Everything in the listing below must be set down again exactly, apart from the pictures.

Data for review
□ □ □ □

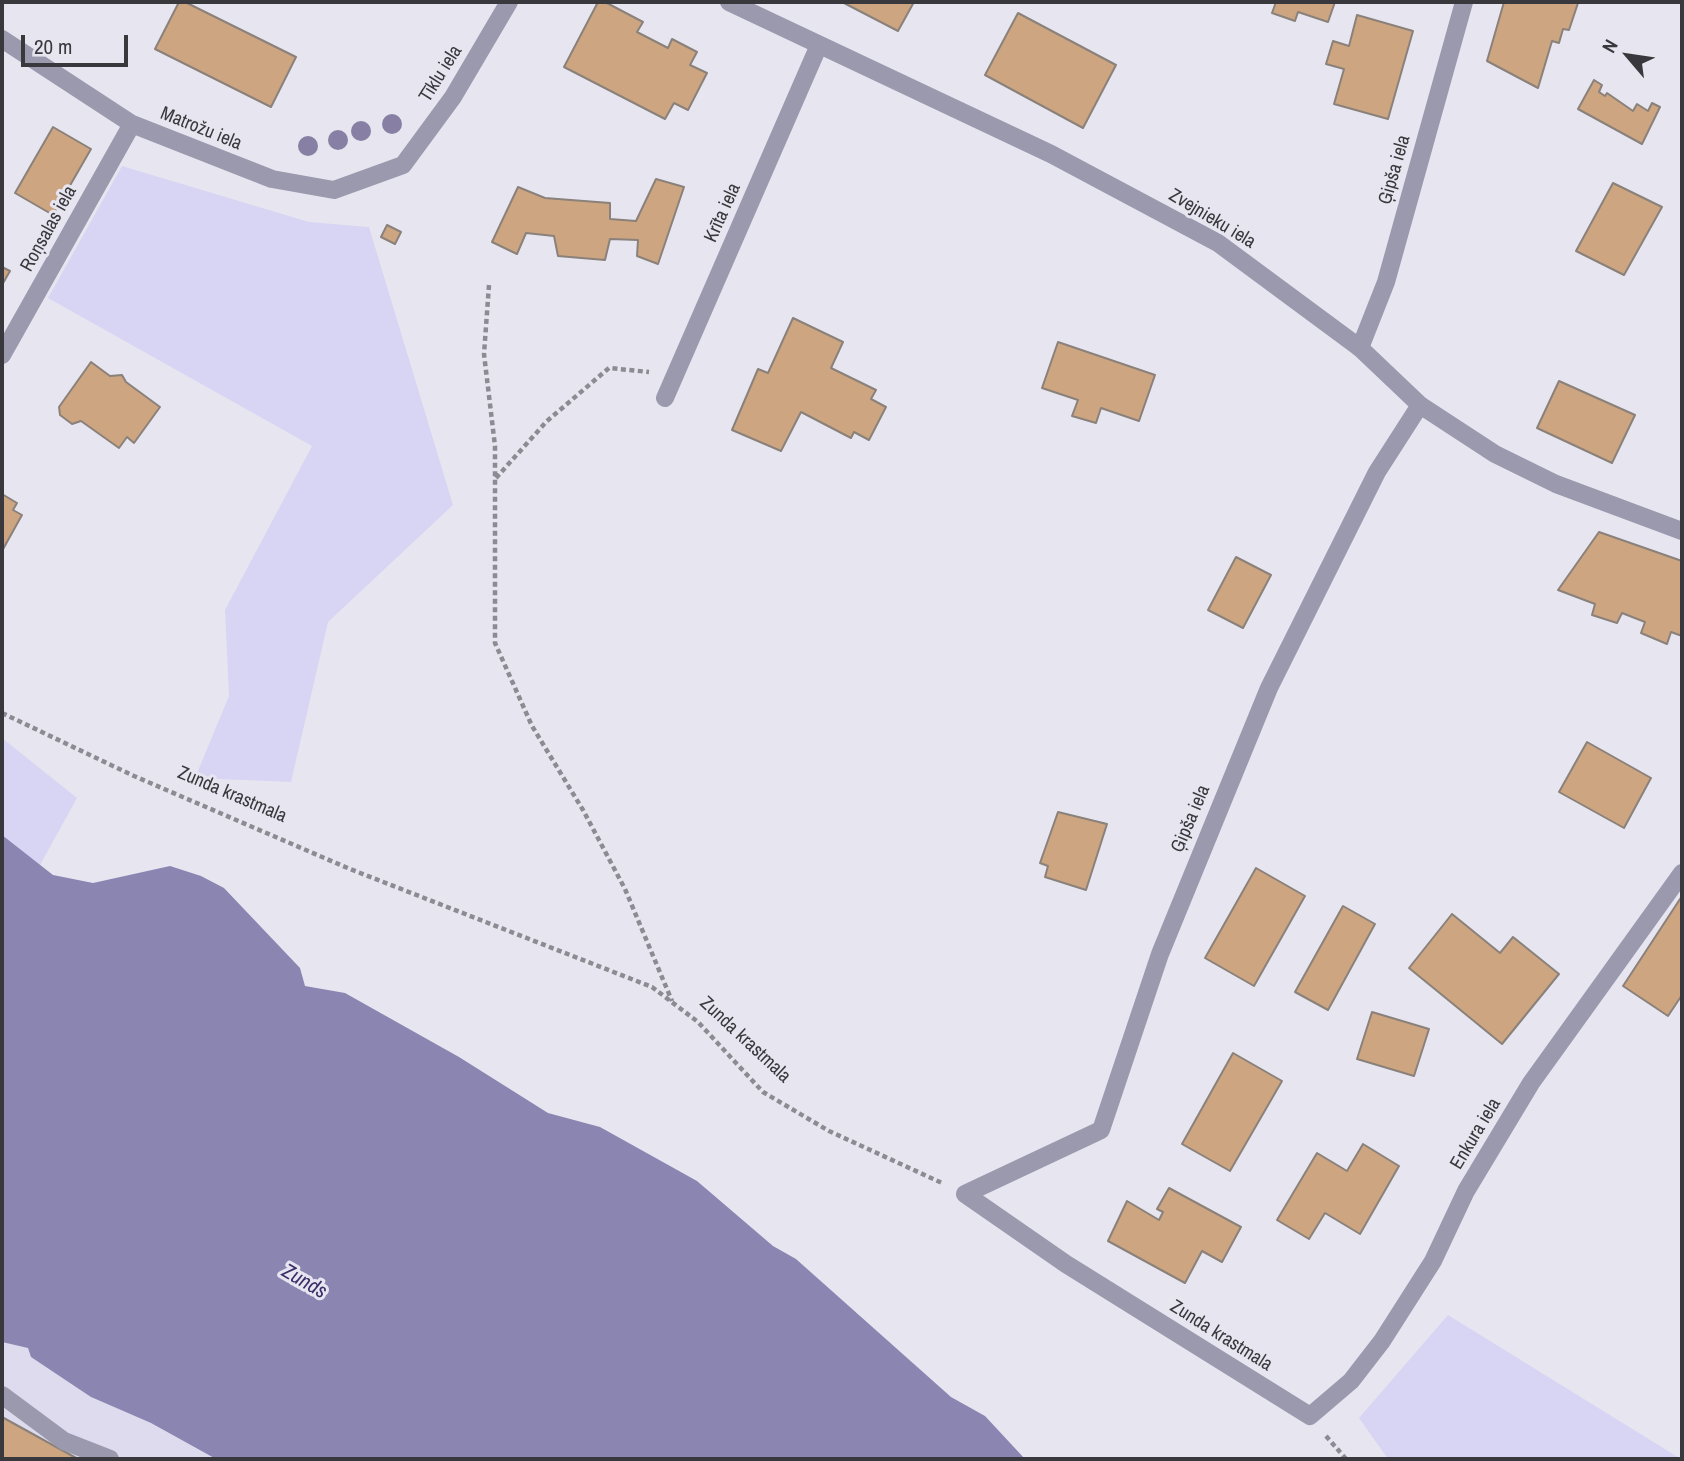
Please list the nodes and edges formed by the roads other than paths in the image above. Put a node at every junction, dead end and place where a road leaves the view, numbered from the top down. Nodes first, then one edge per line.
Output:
1 (509, 2) edge
2 (729, 2) edge
3 (1464, 2) edge
4 (2, 39) edge
5 (820, 45) junction
6 (132, 124) junction
7 (403, 165) joint
8 (1360, 348) junction
9 (2, 355) edge
10 (665, 398) dead end
11 (1420, 405) junction
12 (1682, 531) edge
13 (1682, 873) edge
14 (965, 1194) joint
15 (2, 1395) edge
16 (1310, 1416) joint
17 (110, 1459) edge

1 - 7 street, Tīklu iela
2 - 5 street, Zvejnieku iela
3 - 8 street, Ģipša iela
4 - 6 street, Matrožu iela
5 - 8 street, Zvejnieku iela
5 - 10 street, Krīta iela
6 - 7 street, Matrožu iela
6 - 9 street, Roņsalas iela
8 - 11 street, Zvejnieku iela
11 - 12 street, Zvejnieku iela
11 - 14 street, Ģipša iela
13 - 16 street, Enkura iela
14 - 16 street, Zunda krastmala
15 - 17 street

□ □ □ □

Task solution
Please list the nodes and edges formed by the roads other than paths in the image above. Put a node at every junction, dead end and place where a road leaves the view, numbered from the top down. Nodes first, then one edge per line.
Output:
1 (509, 2) edge
2 (729, 2) edge
3 (1464, 2) edge
4 (2, 39) edge
5 (820, 45) junction
6 (132, 124) junction
7 (403, 165) joint
8 (1360, 348) junction
9 (2, 355) edge
10 (665, 398) dead end
11 (1420, 405) junction
12 (1682, 531) edge
13 (1682, 873) edge
14 (965, 1194) joint
15 (2, 1395) edge
16 (1310, 1416) joint
17 (110, 1459) edge

1 - 7 street, Tīklu iela
2 - 5 street, Zvejnieku iela
3 - 8 street, Ģipša iela
4 - 6 street, Matrožu iela
5 - 8 street, Zvejnieku iela
5 - 10 street, Krīta iela
6 - 7 street, Matrožu iela
6 - 9 street, Roņsalas iela
8 - 11 street, Zvejnieku iela
11 - 12 street, Zvejnieku iela
11 - 14 street, Ģipša iela
13 - 16 street, Enkura iela
14 - 16 street, Zunda krastmala
15 - 17 street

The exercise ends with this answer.